§ MATERIAL SHOWN:
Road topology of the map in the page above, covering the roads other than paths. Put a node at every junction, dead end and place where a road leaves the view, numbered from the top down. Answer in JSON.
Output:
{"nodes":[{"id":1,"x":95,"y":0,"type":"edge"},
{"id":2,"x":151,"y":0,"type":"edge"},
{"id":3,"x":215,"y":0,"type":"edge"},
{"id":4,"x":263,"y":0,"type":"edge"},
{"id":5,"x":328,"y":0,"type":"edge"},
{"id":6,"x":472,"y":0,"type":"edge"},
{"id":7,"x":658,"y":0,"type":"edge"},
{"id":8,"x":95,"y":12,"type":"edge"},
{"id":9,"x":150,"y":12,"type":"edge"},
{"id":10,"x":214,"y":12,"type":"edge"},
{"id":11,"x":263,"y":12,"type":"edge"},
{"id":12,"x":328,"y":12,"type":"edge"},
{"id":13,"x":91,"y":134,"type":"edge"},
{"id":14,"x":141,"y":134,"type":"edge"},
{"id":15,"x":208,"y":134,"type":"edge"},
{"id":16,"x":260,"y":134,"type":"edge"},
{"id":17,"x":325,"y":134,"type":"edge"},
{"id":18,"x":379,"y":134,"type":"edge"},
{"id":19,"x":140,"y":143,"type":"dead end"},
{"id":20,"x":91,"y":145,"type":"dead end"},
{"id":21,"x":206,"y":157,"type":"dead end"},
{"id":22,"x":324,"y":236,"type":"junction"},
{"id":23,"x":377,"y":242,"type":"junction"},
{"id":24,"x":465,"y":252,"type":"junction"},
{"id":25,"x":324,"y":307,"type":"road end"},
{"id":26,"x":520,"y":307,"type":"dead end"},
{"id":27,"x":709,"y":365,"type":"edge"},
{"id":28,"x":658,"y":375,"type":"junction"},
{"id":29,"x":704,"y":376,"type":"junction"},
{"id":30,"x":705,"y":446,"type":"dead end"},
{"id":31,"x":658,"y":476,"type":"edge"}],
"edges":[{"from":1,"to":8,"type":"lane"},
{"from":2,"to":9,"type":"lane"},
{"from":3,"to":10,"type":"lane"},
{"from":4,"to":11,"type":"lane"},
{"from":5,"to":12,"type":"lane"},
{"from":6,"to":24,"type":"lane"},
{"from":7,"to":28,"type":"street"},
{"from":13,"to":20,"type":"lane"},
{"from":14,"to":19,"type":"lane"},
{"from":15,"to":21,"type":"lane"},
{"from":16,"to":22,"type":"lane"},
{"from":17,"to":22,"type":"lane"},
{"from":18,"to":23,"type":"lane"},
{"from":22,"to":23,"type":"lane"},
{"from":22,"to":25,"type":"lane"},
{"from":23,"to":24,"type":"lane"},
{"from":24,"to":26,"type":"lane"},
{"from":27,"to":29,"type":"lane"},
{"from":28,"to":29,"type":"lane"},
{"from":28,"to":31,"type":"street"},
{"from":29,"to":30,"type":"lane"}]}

§ ASSIGNED TASK: Every record, start to finish: reproduce it word for word.

§ ANSWER BELOW:
Road topology of the map in the page above, covering the roads other than paths. Put a node at every junction, dead end and place where a road leaves the view, numbered from the top down. Answer in JSON.
Output:
{"nodes":[{"id":1,"x":95,"y":0,"type":"edge"},
{"id":2,"x":151,"y":0,"type":"edge"},
{"id":3,"x":215,"y":0,"type":"edge"},
{"id":4,"x":263,"y":0,"type":"edge"},
{"id":5,"x":328,"y":0,"type":"edge"},
{"id":6,"x":472,"y":0,"type":"edge"},
{"id":7,"x":658,"y":0,"type":"edge"},
{"id":8,"x":95,"y":12,"type":"edge"},
{"id":9,"x":150,"y":12,"type":"edge"},
{"id":10,"x":214,"y":12,"type":"edge"},
{"id":11,"x":263,"y":12,"type":"edge"},
{"id":12,"x":328,"y":12,"type":"edge"},
{"id":13,"x":91,"y":134,"type":"edge"},
{"id":14,"x":141,"y":134,"type":"edge"},
{"id":15,"x":208,"y":134,"type":"edge"},
{"id":16,"x":260,"y":134,"type":"edge"},
{"id":17,"x":325,"y":134,"type":"edge"},
{"id":18,"x":379,"y":134,"type":"edge"},
{"id":19,"x":140,"y":143,"type":"dead end"},
{"id":20,"x":91,"y":145,"type":"dead end"},
{"id":21,"x":206,"y":157,"type":"dead end"},
{"id":22,"x":324,"y":236,"type":"junction"},
{"id":23,"x":377,"y":242,"type":"junction"},
{"id":24,"x":465,"y":252,"type":"junction"},
{"id":25,"x":324,"y":307,"type":"road end"},
{"id":26,"x":520,"y":307,"type":"dead end"},
{"id":27,"x":709,"y":365,"type":"edge"},
{"id":28,"x":658,"y":375,"type":"junction"},
{"id":29,"x":704,"y":376,"type":"junction"},
{"id":30,"x":705,"y":446,"type":"dead end"},
{"id":31,"x":658,"y":476,"type":"edge"}],
"edges":[{"from":1,"to":8,"type":"lane"},
{"from":2,"to":9,"type":"lane"},
{"from":3,"to":10,"type":"lane"},
{"from":4,"to":11,"type":"lane"},
{"from":5,"to":12,"type":"lane"},
{"from":6,"to":24,"type":"lane"},
{"from":7,"to":28,"type":"street"},
{"from":13,"to":20,"type":"lane"},
{"from":14,"to":19,"type":"lane"},
{"from":15,"to":21,"type":"lane"},
{"from":16,"to":22,"type":"lane"},
{"from":17,"to":22,"type":"lane"},
{"from":18,"to":23,"type":"lane"},
{"from":22,"to":23,"type":"lane"},
{"from":22,"to":25,"type":"lane"},
{"from":23,"to":24,"type":"lane"},
{"from":24,"to":26,"type":"lane"},
{"from":27,"to":29,"type":"lane"},
{"from":28,"to":29,"type":"lane"},
{"from":28,"to":31,"type":"street"},
{"from":29,"to":30,"type":"lane"}]}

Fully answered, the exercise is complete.